KEY id_2 (id)



  • Today I realised that I've copy&paste-ed about 40 times in my life the fragment of SQL code, found years ago in some tutorial, without understanding - I know, that's WTF :(

    But today I found the MySQL documentation and decided to understand the mistical:

    PRIMARY KEY (ID),
    UNIQUE KEY ID (ID),
    KEY ID_2 (ID)

    mantra, that repeated at the end of every table creation. So this is creating three indexes for the very same column ID, moreover one of these indexes, when listed using 'show indexes from..' lacks the information about the uniqueness of ID. I'm not sure how DB engine handles that, but it would be a nightmare if it creates three real copies of the index. And here is why:

    Apparently I'm not the only one person who blindly copy&paste-ed this mantra - over 11 000 hits in google!

    On some of those pages people suggest that the meaning of those lines is "ID should be primary key, unique and...well we don't know what the last line does"...

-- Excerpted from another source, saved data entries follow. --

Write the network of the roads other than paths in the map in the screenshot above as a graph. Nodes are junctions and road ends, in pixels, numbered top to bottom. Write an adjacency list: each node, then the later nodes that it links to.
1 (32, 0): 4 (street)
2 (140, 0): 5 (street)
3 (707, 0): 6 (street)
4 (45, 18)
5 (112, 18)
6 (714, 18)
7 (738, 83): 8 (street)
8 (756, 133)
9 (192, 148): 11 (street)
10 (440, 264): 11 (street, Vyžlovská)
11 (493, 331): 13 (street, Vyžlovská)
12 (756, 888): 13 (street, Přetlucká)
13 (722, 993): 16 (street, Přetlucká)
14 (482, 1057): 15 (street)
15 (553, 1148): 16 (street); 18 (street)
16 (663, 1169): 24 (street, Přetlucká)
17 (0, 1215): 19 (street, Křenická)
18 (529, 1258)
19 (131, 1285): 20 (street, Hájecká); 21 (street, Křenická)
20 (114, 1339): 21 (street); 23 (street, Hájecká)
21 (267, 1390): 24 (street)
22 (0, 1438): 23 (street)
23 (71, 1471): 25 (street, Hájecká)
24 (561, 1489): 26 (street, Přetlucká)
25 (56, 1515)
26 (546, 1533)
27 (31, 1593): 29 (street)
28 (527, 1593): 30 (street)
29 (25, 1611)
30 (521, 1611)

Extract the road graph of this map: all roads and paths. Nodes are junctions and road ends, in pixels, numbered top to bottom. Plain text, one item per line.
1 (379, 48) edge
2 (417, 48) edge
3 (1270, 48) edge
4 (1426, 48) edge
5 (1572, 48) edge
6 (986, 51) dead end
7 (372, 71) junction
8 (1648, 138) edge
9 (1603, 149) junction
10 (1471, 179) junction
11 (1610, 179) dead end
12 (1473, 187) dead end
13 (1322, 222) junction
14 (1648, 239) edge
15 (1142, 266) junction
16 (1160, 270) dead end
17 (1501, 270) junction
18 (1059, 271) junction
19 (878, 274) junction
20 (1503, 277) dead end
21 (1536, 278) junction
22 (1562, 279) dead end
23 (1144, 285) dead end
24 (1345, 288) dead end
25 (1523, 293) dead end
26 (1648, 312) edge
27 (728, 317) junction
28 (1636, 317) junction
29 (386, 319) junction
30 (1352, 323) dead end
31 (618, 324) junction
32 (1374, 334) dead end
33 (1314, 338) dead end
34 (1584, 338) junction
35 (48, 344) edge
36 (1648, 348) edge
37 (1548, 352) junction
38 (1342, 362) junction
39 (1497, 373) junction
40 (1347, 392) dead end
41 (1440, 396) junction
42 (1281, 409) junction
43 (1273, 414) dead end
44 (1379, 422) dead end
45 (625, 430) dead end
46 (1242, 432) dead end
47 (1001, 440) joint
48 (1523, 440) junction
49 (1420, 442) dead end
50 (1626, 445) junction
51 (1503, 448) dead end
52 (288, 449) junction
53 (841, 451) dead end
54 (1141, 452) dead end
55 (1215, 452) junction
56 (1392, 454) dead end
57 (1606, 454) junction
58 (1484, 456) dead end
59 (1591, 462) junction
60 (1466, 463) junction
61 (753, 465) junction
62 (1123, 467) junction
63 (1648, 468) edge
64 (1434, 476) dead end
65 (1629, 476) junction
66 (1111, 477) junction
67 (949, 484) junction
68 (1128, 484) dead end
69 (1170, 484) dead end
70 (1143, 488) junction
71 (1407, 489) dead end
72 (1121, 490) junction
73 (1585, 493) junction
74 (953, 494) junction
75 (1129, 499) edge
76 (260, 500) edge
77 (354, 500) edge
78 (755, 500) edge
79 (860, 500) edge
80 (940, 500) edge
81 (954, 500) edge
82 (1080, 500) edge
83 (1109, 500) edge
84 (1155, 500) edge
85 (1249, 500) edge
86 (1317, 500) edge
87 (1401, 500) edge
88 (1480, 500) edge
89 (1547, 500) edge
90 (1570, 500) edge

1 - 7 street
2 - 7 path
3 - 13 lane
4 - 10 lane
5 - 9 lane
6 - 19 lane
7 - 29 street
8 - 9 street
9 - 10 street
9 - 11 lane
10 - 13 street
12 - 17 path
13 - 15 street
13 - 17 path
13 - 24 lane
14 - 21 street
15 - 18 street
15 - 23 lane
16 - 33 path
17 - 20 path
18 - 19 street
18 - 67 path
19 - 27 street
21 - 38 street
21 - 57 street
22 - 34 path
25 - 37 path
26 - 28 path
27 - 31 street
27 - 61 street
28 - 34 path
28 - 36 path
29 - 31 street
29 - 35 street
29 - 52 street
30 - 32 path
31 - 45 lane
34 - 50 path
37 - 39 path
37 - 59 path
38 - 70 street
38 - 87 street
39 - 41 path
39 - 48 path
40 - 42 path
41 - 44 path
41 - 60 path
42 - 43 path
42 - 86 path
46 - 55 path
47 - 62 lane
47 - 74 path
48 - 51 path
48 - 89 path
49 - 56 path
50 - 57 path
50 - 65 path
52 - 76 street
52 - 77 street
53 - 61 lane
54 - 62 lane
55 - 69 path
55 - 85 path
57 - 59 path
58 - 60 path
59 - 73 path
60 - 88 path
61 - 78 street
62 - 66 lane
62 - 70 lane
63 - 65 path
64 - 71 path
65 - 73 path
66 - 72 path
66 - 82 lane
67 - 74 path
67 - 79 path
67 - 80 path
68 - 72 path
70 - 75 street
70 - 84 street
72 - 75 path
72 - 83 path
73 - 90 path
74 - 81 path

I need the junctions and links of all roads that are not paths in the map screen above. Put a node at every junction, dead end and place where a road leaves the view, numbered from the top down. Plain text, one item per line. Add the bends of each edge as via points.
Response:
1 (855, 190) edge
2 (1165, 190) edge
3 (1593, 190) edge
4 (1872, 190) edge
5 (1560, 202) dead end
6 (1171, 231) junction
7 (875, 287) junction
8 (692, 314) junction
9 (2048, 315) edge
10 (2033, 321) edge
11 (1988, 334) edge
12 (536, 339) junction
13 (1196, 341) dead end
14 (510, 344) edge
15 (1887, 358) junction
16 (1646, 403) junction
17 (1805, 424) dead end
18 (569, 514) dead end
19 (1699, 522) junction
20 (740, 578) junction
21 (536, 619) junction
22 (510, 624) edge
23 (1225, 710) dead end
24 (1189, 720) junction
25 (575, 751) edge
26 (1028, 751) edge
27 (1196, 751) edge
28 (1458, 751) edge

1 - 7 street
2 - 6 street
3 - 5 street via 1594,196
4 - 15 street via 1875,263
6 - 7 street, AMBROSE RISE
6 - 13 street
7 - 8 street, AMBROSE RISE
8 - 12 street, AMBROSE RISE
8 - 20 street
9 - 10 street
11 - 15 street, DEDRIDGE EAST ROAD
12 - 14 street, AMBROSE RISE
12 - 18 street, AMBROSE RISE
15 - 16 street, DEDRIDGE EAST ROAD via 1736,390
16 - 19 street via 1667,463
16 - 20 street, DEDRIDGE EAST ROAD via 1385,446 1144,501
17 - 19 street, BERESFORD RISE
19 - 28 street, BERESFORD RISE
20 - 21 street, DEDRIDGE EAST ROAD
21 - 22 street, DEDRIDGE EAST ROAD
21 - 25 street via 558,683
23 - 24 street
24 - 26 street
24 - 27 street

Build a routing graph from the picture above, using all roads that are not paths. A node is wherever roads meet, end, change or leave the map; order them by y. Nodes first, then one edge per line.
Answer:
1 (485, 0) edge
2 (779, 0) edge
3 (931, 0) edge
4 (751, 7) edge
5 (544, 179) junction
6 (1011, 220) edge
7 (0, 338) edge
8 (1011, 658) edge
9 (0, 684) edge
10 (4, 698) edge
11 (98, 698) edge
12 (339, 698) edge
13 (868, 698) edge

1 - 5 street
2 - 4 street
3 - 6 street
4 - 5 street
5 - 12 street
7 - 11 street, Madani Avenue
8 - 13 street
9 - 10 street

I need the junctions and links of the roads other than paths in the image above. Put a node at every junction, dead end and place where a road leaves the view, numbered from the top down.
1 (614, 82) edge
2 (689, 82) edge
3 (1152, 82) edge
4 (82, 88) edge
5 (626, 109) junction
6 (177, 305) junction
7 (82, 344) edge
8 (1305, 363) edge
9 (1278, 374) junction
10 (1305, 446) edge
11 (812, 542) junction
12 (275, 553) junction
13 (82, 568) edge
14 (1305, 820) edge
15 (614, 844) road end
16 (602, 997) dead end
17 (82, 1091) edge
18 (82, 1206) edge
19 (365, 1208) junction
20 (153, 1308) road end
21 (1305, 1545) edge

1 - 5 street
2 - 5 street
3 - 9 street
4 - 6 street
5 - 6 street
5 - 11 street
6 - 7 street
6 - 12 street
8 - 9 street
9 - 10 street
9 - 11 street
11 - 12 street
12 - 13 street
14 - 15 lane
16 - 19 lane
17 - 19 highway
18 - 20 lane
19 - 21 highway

    I've found some webpages that used something like KEY ID_2 (ID, OtherColumn), which makes more sense, but still I don't understand why they use PRIMARY, and UNIQUE, if PRIMARY implyies UNIQUE...

    Do you know the origin of this mantra?

    Could you tell me how much storage it takes in comparison to simply defining ID with PRIMARY KEY attribiute?



  • Apart from the mystery last line I shouldn't worry about it (except for the fact you don't know what you are really doing which, as you pointed out, is kind of a stupid way of going about things).

    Primary key implies unique - I doubt it creates more than one index.



  • If it doesn't create more than one index, then I don't know how to explain to myself, why

    alter table x drop index id

    took about 60 seconds, but left the primary index intact.



  • (thread moved to Coding related questions and topics, since it's not at all Oracle related)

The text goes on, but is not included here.